* Activity *
From the entries underneath, give the number of lines holding the word "image", without any other words.
####
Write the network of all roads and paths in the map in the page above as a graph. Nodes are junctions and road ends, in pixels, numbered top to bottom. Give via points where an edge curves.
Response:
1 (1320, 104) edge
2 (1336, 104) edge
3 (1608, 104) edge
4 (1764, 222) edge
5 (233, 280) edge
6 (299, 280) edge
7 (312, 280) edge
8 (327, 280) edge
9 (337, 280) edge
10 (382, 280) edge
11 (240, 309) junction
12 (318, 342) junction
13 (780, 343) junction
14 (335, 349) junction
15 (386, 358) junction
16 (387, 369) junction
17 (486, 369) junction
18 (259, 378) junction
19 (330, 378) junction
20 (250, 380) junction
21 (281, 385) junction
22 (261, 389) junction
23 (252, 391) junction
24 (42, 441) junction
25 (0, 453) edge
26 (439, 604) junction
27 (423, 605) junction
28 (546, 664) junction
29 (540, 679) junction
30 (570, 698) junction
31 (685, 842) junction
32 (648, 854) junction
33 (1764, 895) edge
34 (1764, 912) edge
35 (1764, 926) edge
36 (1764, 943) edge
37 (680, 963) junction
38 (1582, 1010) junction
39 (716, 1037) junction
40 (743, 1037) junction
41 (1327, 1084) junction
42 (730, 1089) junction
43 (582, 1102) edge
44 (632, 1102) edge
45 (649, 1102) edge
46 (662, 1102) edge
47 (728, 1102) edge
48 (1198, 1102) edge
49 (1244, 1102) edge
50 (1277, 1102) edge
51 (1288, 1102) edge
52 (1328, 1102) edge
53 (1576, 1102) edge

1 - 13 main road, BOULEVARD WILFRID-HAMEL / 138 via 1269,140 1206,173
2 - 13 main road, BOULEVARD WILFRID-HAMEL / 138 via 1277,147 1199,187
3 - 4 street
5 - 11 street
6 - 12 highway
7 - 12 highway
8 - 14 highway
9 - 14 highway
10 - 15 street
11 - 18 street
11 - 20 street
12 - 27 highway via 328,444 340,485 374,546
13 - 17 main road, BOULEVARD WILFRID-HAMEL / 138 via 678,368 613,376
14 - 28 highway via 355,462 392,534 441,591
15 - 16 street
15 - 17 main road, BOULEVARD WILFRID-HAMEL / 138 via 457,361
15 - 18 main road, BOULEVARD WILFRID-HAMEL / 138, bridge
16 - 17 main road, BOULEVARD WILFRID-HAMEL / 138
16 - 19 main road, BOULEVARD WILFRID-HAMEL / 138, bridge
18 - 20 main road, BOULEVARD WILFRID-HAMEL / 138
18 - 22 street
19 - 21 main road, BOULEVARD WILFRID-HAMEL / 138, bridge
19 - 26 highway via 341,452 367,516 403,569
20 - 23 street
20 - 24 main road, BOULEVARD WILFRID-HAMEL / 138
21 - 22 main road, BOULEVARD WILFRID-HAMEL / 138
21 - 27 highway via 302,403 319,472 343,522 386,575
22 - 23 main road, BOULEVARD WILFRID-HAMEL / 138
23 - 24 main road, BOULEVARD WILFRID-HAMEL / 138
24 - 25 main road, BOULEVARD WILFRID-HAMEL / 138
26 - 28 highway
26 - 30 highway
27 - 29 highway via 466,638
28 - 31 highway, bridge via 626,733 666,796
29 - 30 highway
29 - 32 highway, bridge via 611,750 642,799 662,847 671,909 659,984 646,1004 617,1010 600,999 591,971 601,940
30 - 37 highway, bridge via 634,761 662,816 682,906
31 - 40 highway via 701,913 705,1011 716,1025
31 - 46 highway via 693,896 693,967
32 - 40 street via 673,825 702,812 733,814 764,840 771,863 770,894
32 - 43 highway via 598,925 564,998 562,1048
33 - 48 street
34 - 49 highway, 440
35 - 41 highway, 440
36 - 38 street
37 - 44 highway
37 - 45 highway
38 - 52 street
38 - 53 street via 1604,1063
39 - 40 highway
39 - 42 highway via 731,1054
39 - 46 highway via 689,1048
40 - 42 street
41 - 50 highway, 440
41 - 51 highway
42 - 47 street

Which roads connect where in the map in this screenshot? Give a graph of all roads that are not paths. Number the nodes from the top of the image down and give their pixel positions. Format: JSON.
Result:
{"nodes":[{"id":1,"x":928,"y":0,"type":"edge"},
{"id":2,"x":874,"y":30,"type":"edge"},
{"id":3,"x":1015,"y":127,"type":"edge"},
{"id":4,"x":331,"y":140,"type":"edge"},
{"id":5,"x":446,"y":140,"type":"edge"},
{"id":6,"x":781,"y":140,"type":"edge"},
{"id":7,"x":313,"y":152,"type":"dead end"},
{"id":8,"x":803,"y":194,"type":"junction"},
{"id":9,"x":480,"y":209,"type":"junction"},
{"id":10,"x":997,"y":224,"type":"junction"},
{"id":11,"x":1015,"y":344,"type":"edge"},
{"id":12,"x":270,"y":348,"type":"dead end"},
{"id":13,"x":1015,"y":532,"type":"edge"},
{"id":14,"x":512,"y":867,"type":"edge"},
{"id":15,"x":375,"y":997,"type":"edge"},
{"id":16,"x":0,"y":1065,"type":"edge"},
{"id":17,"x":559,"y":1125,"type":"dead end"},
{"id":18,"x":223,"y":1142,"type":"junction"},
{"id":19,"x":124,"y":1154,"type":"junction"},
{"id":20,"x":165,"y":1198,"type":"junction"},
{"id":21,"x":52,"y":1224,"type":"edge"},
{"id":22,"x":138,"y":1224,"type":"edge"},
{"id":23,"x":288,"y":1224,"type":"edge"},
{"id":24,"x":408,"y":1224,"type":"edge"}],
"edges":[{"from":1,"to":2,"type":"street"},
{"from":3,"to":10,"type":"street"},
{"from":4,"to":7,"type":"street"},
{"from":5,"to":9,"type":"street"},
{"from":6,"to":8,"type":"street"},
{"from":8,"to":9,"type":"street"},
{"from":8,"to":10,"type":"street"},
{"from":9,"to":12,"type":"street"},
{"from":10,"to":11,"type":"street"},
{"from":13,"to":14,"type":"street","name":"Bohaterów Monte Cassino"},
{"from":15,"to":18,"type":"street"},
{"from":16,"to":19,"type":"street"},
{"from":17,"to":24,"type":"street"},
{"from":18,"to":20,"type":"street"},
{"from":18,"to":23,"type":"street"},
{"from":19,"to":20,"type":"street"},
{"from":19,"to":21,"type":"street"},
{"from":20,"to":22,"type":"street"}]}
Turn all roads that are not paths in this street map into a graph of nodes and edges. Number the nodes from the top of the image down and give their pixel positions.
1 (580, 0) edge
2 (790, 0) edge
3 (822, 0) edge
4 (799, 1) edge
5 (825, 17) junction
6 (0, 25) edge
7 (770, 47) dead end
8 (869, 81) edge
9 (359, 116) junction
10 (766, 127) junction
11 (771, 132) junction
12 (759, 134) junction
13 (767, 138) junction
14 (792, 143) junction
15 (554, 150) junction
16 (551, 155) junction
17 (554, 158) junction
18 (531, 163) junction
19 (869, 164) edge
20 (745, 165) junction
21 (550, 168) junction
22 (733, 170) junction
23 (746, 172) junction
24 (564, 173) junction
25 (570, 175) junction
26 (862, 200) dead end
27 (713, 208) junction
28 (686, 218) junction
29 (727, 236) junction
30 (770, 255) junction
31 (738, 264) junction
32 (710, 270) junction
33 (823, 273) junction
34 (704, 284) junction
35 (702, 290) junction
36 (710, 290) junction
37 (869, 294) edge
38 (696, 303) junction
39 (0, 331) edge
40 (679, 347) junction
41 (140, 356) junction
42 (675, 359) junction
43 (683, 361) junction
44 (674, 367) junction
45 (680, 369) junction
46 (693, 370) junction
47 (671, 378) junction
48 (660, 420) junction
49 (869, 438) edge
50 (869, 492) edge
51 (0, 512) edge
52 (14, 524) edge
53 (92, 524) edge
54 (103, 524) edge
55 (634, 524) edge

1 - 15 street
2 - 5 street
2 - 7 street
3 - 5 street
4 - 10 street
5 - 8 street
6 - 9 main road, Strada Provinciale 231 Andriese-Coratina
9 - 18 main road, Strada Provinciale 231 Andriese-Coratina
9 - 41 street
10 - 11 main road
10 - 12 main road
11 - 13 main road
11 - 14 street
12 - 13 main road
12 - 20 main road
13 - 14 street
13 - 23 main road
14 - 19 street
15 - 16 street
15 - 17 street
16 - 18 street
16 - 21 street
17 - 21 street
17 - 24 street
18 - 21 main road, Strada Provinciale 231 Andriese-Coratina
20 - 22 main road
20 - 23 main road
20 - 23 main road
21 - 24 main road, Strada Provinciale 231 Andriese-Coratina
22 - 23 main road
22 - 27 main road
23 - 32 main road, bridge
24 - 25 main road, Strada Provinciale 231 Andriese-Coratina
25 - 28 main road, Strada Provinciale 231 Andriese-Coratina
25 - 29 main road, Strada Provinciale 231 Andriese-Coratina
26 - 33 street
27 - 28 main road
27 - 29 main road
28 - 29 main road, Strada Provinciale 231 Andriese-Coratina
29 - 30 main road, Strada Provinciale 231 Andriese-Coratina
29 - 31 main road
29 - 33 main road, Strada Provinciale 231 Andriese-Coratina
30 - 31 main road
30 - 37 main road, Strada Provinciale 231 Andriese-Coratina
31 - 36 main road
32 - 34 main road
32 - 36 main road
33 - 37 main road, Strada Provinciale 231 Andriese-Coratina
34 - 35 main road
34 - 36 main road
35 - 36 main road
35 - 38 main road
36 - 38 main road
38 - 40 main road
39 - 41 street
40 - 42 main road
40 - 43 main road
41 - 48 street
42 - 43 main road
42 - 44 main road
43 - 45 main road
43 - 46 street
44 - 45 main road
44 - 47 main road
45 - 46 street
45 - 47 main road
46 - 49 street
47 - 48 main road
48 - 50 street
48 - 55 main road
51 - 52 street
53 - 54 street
####
* Response to this exercise *
2